Chapter 36, If Our Loved Ones are in Hell, Won't That Spoil Heaven?, after 8th paragraph (ending in "the whole world", add this paragraph:

We'll also understand the truth revealed in 2 Peter 3:9: "The Lord is not slow in keeping his promise, as some understand slowness. He is patient with you, not wanting anyone to perish, but everyone to come to repentance." We will marvel at the patience God showed us and all of our loved ones, and how he long withheld our due judgment to give us opportunity to repent.

Chapter 38, What Languages Will We Speak?, after 9th paragraph (ending in "suspicion, and hostility"., add this paragraph:

Some argue from the Babel account that the existence of a variety of nations and languages is an aberration of God's ideal. Therefore, they conclude, it makes no sense that there would be more than one nation on the New Earth. But this perspective fails to take into account God's ability to accomplish his purposes even through human rebellion. It is God (not human sin or a curse) who is given credit for the making of nations: "From one man he made every nation of men, that they should inhabit the whole earth; and he determined the times set for them and the exact places where they should live" (Acts 17:26). Even if it defies our logic (though in my opinion it shouldn't), Scripture is explicit about the fact that there will be different nations, and kings of those nations, on the New Earth (Revelation 21:24-26). Whether they will speak different languages is a matter of opinion, but the existence of different nations is directly revealed

Chapter 40, How Closely are Animals Tied to our Resurrection?, add this as the third paragraph:

This is a clear statement that our resurrection, the redemption of our bodies, will bring deliverance not only to us but also to the rest of creation, which has been groaning in its suffering. This seems to indicate that on the New Earth, after mankind's resurrection, animals who once suffered on the old Earth will join God's children in glorious freedom from death and decay

Chapter 40, Will Extinct Animals Live on the New Earth?, add this paragraph after first paragraph:

It's apparent that the Curse that fell on the Earth resulted in some species dying out. But God promises, "No longer will there be any curse" (Revelation 22:3). And because it seems that the Curse will not merely be nullified but reversed, it seems likely that God might restore extinct animals and plants on the New Earth.
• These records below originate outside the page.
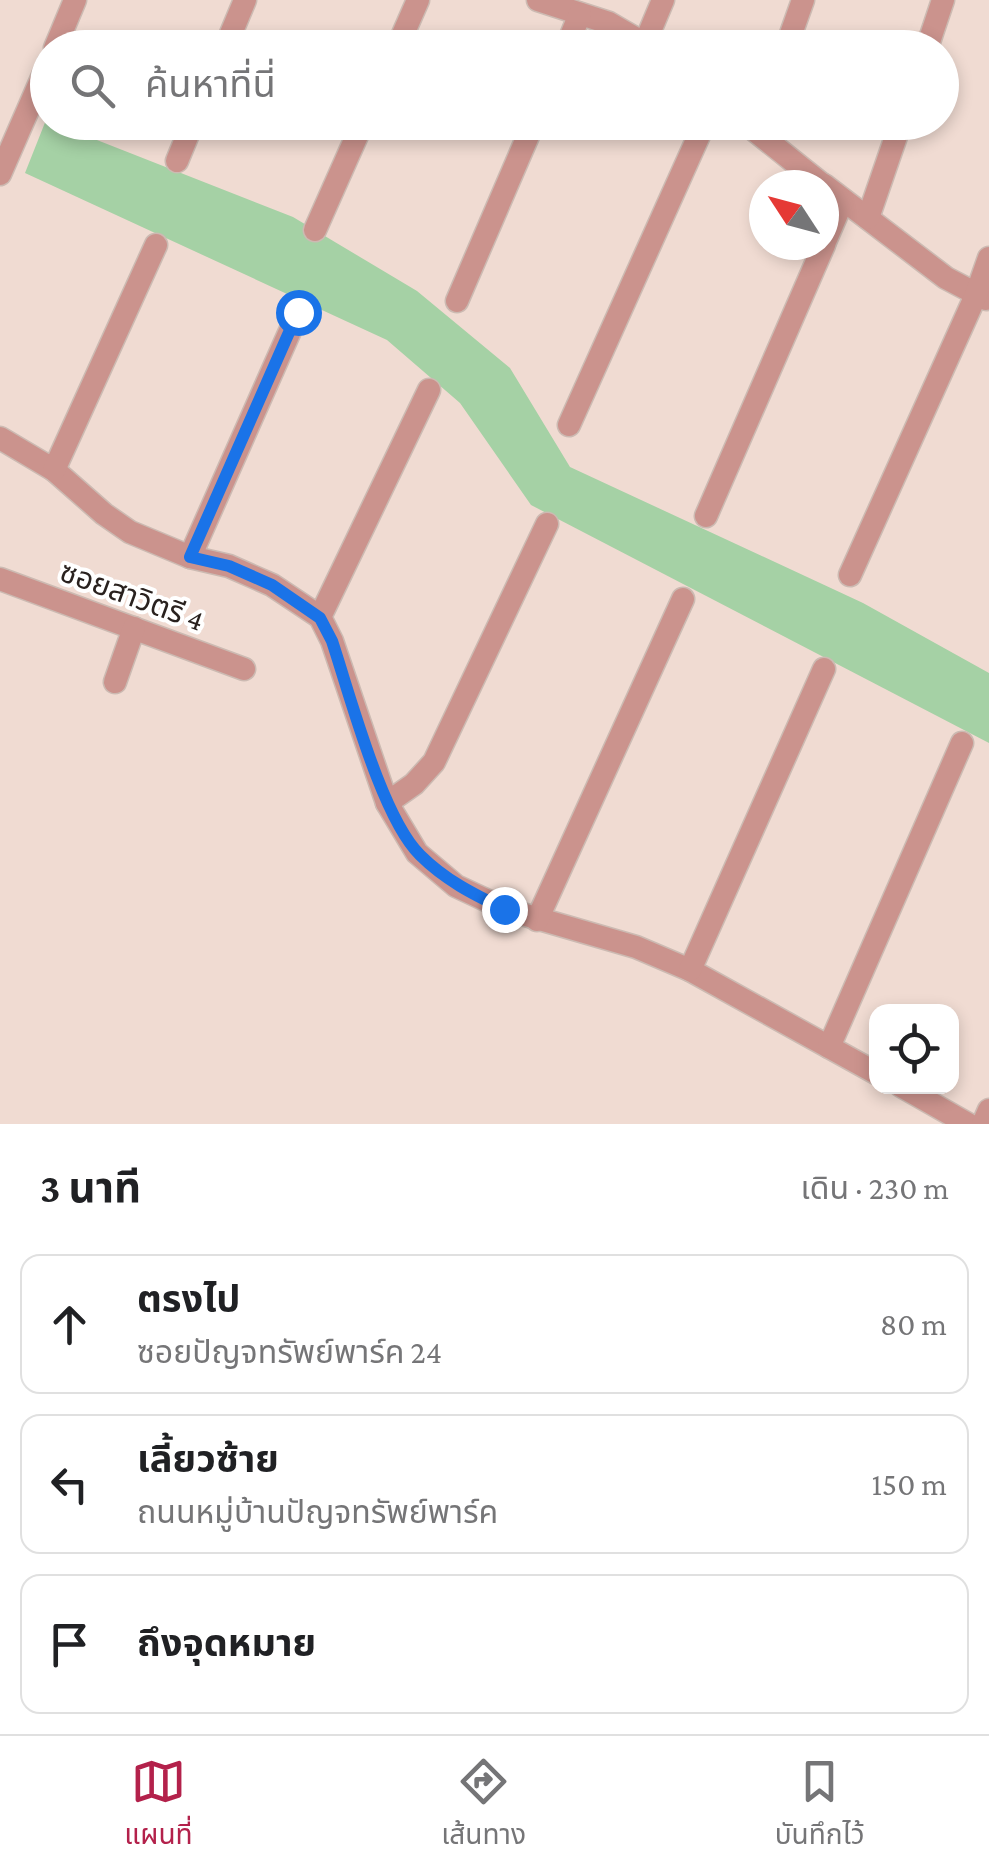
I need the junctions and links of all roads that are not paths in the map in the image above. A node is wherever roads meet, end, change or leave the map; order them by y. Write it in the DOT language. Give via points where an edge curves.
graph roads {
  1 [pos="75,0"];
  2 [pos="245,0"];
  3 [pos="418,0"];
  4 [pos="538,0"];
  5 [pos="663,0"];
  6 [pos="803,0"];
  7 [pos="944,0"];
  8 [pos="580,14"];
  9 [pos="62,30"];
  10 [pos="232,30"];
  11 [pos="405,30"];
  12 [pos="573,30"];
  13 [pos="621,30"];
  14 [pos="653,30"];
  15 [pos="792,30"];
  16 [pos="933,30"];
  17 [pos="30,105"];
  18 [pos="186,140"];
  19 [pos="355,140"];
  20 [pos="526,140"];
  21 [pos="698,140"];
  22 [pos="770,140"];
  23 [pos="895,140"];
  24 [pos="177,161"];
  25 [pos="806,170"];
  26 [pos="0,174"];
  27 [pos="839,197"];
  28 [pos="843,200"];
  29 [pos="839,209"];
  30 [pos="868,218"];
  31 [pos="315,230"];
  32 [pos="156,244"];
  33 [pos="989,258"];
  34 [pos="817,260"];
  35 [pos="982,298"];
  36 [pos="456,301"];
  37 [pos="298,312"];
  38 [pos="429,390"];
  39 [pos="569,425"];
  40 [pos="0,438"];
  41 [pos="54,470"];
  42 [pos="706,516"];
  43 [pos="547,524"];
  44 [pos="190,557"];
  45 [pos="850,576"];
  46 [pos="0,579"];
  47 [pos="683,599"];
  48 [pos="320,618"];
  49 [pos="134,628"];
  50 [pos="244,669"];
  51 [pos="824,669"];
  52 [pos="115,682"];
  53 [pos="962,742"];
  54 [pos="387,803"];
  55 [pos="537,920"];
  56 [pos="690,970"];
  57 [pos="829,1047"];
  58 [pos="869,1069"];
  59 [pos="914,1094"];
  60 [pos="989,1110"];
  61 [pos="968,1124"];
  62 [pos="983,1124"];
  1 -- 9 [label="street"];
  2 -- 10 [label="street"];
  3 -- 11 [label="street"];
  4 -- 8 [label="street"];
  5 -- 14 [label="street"];
  6 -- 15 [label="street"];
  7 -- 16 [label="street"];
  8 -- 12 [label="street"];
  8 -- 13 [label="street"];
  17 -- 26 [label="street"];
  18 -- 24 [label="street"];
  19 -- 31 [label="street"];
  20 -- 36 [label="street"];
  21 -- 39 [label="street"];
  22 -- 25 [label="street"];
  23 -- 30 [label="street"];
  27 -- 28 [label="street"];
  28 -- 29 [label="street"];
  28 -- 30 [label="street"];
  30 -- 35 [label="street"];
  32 -- 41 [label="street"];
  33 -- 35 [label="street"];
  34 -- 42 [label="street"];
  35 -- 45 [label="street"];
  37 -- 44 [label="street"];
  38 -- 48 [label="street"];
  40 -- 41 [label="street"];
  41 -- 44 [label="street" via="130,532"];
  43 -- 54 [label="street" via="434,762"];
  44 -- 48 [label="street" via="272,585"];
  46 -- 49 [label="street, ซอยสาวิตรี 4"];
  47 -- 55 [label="street"];
  48 -- 54 [label="street"];
  49 -- 50 [label="street, ซอยสาวิตรี 4"];
  49 -- 52 [label="street"];
  51 -- 56 [label="street"];
  53 -- 57 [label="street"];
  54 -- 55 [label="street" via="417,852 456,886"];
  55 -- 56 [label="street" via="636,947"];
  56 -- 57 [label="street"];
  57 -- 58 [label="street"];
  59 -- 61 [label="street"];
  60 -- 62 [label="street"];
}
Chapter 44, What Will Travel Be Like?, add this as second paragraph:

Philip, after he met with the Ethiopian, was "snatched away" by God's Spirit and found himself at Azotus (Acts 8:25-40). Philip didn't snatch himself away, but perhaps he experienced a foretaste of what a Spirit-empowered person with a resurrection body might do. Since we will rule with Christ over a vast New Earth, and possibly over faraway places in the new heavens, it seems likely that we might be able to be instantly transported great distances.

Perhaps we might be able to be directly in the presence of Christ, worshiping him before his throne in the New Jerusalem, then go off to our duties far away, only to come back to him regularly. Perhaps we will be able to travel to the far ends of the New Earth, or even to the remote parts of the new universe, in the blink of an eye.